Akatharsia often describes the moral and physical uncleanness of shrine prostitution - the sexual worship of false gods. Paul references this in 1 Corinthians 6:13, where he warns:
"Now the body is not for fornication but for the Lord." The Jewish scholars who translated the Hebrew Tanakh (our Old Testament) into the Greek Septuagint around 200 BC, used the akathartos stem to translate Hebrew words describing idolatry.

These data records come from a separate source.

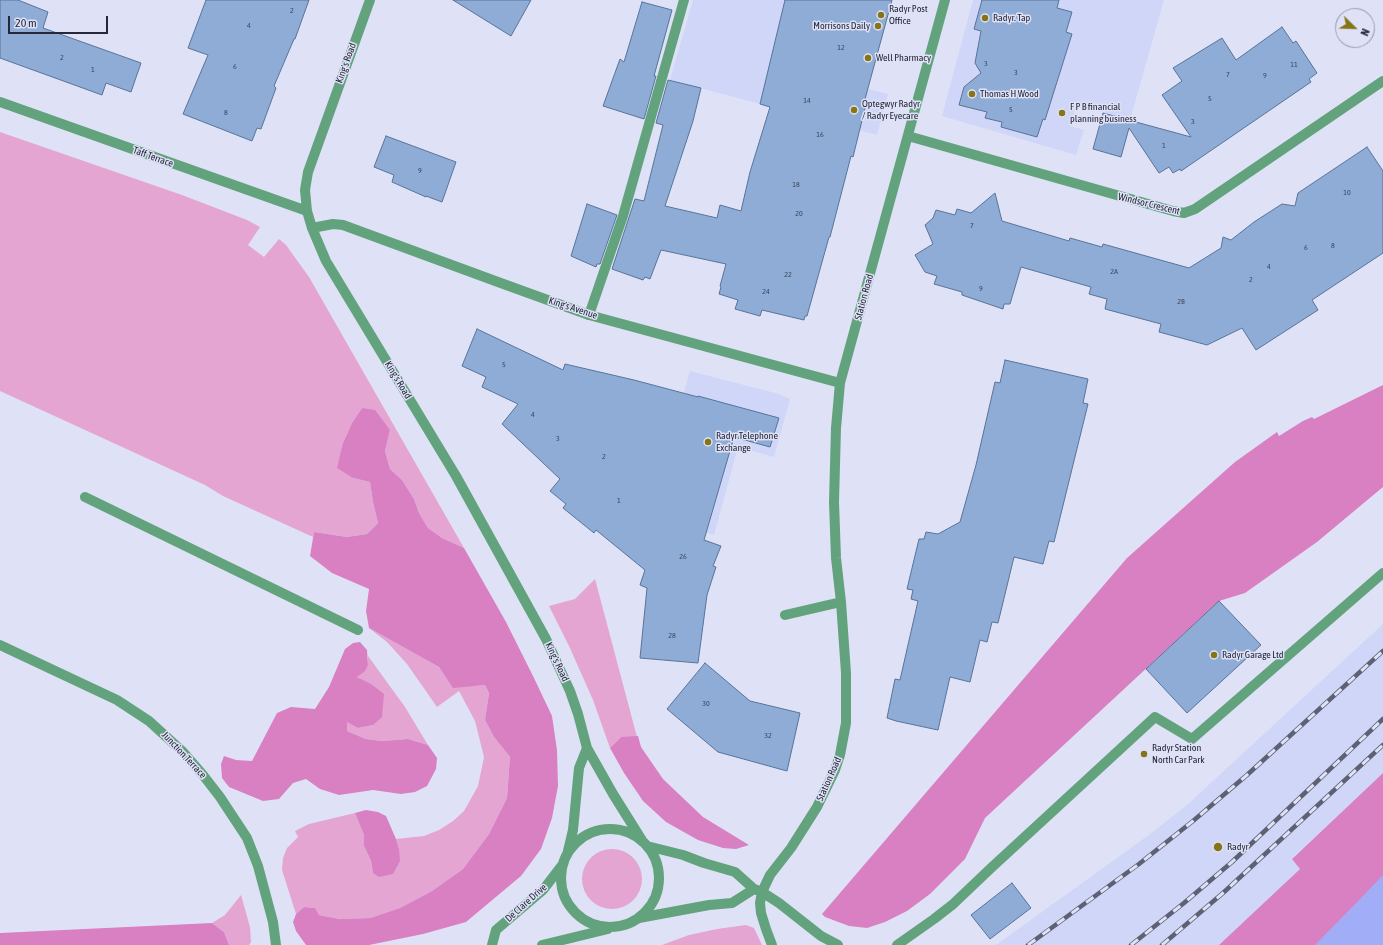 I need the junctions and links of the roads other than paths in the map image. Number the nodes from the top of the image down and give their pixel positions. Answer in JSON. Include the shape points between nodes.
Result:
{"nodes":[{"id":1,"x":370,"y":0,"type":"edge"},
{"id":2,"x":684,"y":0,"type":"edge"},
{"id":3,"x":945,"y":0,"type":"edge"},
{"id":4,"x":1383,"y":81,"type":"edge"},
{"id":5,"x":0,"y":102,"type":"edge"},
{"id":6,"x":908,"y":136,"type":"junction"},
{"id":7,"x":306,"y":211,"type":"junction"},
{"id":8,"x":312,"y":228,"type":"junction"},
{"id":9,"x":589,"y":314,"type":"junction"},
{"id":10,"x":840,"y":382,"type":"junction"},
{"id":11,"x":85,"y":497,"type":"dead end"},
{"id":12,"x":1383,"y":573,"type":"edge"},
{"id":13,"x":841,"y":602,"type":"junction"},
{"id":14,"x":785,"y":615,"type":"dead end"},
{"id":15,"x":358,"y":630,"type":"dead end"},
{"id":16,"x":0,"y":645,"type":"edge"},
{"id":17,"x":587,"y":748,"type":"junction"},
{"id":18,"x":645,"y":844,"type":"junction"},
{"id":19,"x":568,"y":852,"type":"junction"},
{"id":20,"x":564,"y":863,"type":"junction"},
{"id":21,"x":758,"y":890,"type":"junction"},
{"id":22,"x":639,"y":918,"type":"junction"},
{"id":23,"x":624,"y":926,"type":"junction"},
{"id":24,"x":276,"y":945,"type":"edge"},
{"id":25,"x":492,"y":945,"type":"edge"},
{"id":26,"x":542,"y":945,"type":"edge"},
{"id":27,"x":772,"y":945,"type":"edge"},
{"id":28,"x":838,"y":945,"type":"edge"},
{"id":29,"x":897,"y":945,"type":"edge"}],
"edges":[{"from":1,"to":7,"type":"street","name":"King's Road","via":[[308,172],[305,190]]},
{"from":2,"to":9,"type":"street","via":[[623,216]]},
{"from":3,"to":6,"type":"street","name":"Station Road"},
{"from":4,"to":6,"type":"street","name":"Windsor Crescent","via":[[1195,210],[1184,213]]},
{"from":5,"to":7,"type":"street","name":"Taff Terrace"},
{"from":6,"to":10,"type":"street","name":"Station Road"},
{"from":7,"to":8,"type":"street","name":"King's Road"},
{"from":8,"to":9,"type":"street","name":"King's Avenue","via":[[343,225]]},
{"from":8,"to":17,"type":"street","name":"King's Road","via":[[326,261],[456,476],[546,639],[570,691]]},
{"from":9,"to":10,"type":"street","name":"King's Avenue"},
{"from":10,"to":13,"type":"street","name":"Station Road","via":[[834,502]]},
{"from":11,"to":15,"type":"street"},
{"from":12,"to":29,"type":"street","via":[[1192,739],[1155,717],[952,905]]},
{"from":13,"to":14,"type":"street"},
{"from":13,"to":21,"type":"street","name":"Station Road","via":[[846,673],[846,723],[840,755],[816,807],[790,848]]},
{"from":16,"to":24,"type":"street","name":"Junction Terrace","via":[[117,700],[149,721],[183,752],[220,797],[247,838],[258,866],[273,922]]},
{"from":17,"to":18,"type":"street","name":"King's Road"},
{"from":17,"to":19,"type":"street","via":[[579,768],[573,830]]},
{"from":18,"to":19,"type":"street","via":[[622,830],[606,829],[590,834]]},
{"from":18,"to":21,"type":"street","via":[[735,872]]},
{"from":18,"to":22,"type":"street","via":[[652,851],[658,864],[660,879],[657,894],[650,907]]},
{"from":19,"to":20,"type":"street"},
{"from":20,"to":23,"type":"street","via":[[561,874],[563,890],[568,904],[578,916],[592,924],[608,928]]},
{"from":20,"to":25,"type":"street","name":"De Clare Drive","via":[[543,890],[496,930]]},
{"from":21,"to":22,"type":"street","via":[[732,903]]},
{"from":21,"to":27,"type":"street","name":"Station Road","via":[[761,913]]},
{"from":21,"to":28,"type":"street","via":[[821,936]]},
{"from":22,"to":23,"type":"street"},
{"from":23,"to":26,"type":"street"}]}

This was the common understanding of akatharsia in the first century AD. Thus, when Paul writes his epistles, he uses the commonly understood meaning of akatharsian and akatharsia in Romans 1:24, 6:19, Galatians 5:19 and 1 Thessalonians 4:7, to describe the uncleanness of idolatry and pagan worship. In ancient secular usage akatharsia also described a rotting corpse.
Romans 1:24 uses akatharsia to describe idol worshipers or shrine prostitutes who dishonor their own bodies between themselves. Paul repeats the Greek word akatharsia in Romans 6:19, describing shrine prostitutes who got saved. He encourages them to yield their bodies to God's service with the same enthusiasm they yielded their bodies to serving the fertility goddess.
4. Lasciviousness - from the Greek word, aselgia, occurs 9 times in the New Testament.
It means public sexual excess, shameless lust, noisy partying.